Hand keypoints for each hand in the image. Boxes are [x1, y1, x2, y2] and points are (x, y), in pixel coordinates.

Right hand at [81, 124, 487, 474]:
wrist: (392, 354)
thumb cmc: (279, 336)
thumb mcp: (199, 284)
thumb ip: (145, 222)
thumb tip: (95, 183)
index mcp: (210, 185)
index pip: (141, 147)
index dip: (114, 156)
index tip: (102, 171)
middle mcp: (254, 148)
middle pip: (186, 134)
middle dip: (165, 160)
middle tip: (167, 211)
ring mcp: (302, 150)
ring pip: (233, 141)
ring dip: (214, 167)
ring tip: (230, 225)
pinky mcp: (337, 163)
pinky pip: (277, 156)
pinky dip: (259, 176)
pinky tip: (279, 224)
--
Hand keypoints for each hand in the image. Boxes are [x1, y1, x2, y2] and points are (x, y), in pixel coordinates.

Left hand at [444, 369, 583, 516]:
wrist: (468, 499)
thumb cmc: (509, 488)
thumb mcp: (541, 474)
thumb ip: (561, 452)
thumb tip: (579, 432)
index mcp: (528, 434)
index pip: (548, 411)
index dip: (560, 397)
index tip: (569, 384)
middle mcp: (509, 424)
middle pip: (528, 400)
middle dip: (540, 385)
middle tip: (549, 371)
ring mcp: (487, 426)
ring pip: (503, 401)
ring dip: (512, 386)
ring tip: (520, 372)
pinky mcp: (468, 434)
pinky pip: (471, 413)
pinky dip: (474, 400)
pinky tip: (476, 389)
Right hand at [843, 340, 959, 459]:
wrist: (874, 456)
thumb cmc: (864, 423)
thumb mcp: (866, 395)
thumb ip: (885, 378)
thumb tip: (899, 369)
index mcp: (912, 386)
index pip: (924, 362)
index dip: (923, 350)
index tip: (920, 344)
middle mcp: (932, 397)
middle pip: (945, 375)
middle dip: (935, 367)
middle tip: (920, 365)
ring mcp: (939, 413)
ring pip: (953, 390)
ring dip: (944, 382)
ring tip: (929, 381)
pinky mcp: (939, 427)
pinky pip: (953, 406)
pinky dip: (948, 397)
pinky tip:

- **About this task**: Look through the records and gather every line containing "ring".

- **Expected answer**:
ring mcp: (302, 150)
ring pip: (233, 141)
ring dip: (214, 167)
ring tip: (230, 225)
ring mcp: (487, 426)
ring pip: (503, 401)
ring dip: (512, 386)
ring tip: (520, 372)
ring mcp: (939, 413)
ring pip: (953, 390)
ring dip: (944, 382)
ring tip: (929, 381)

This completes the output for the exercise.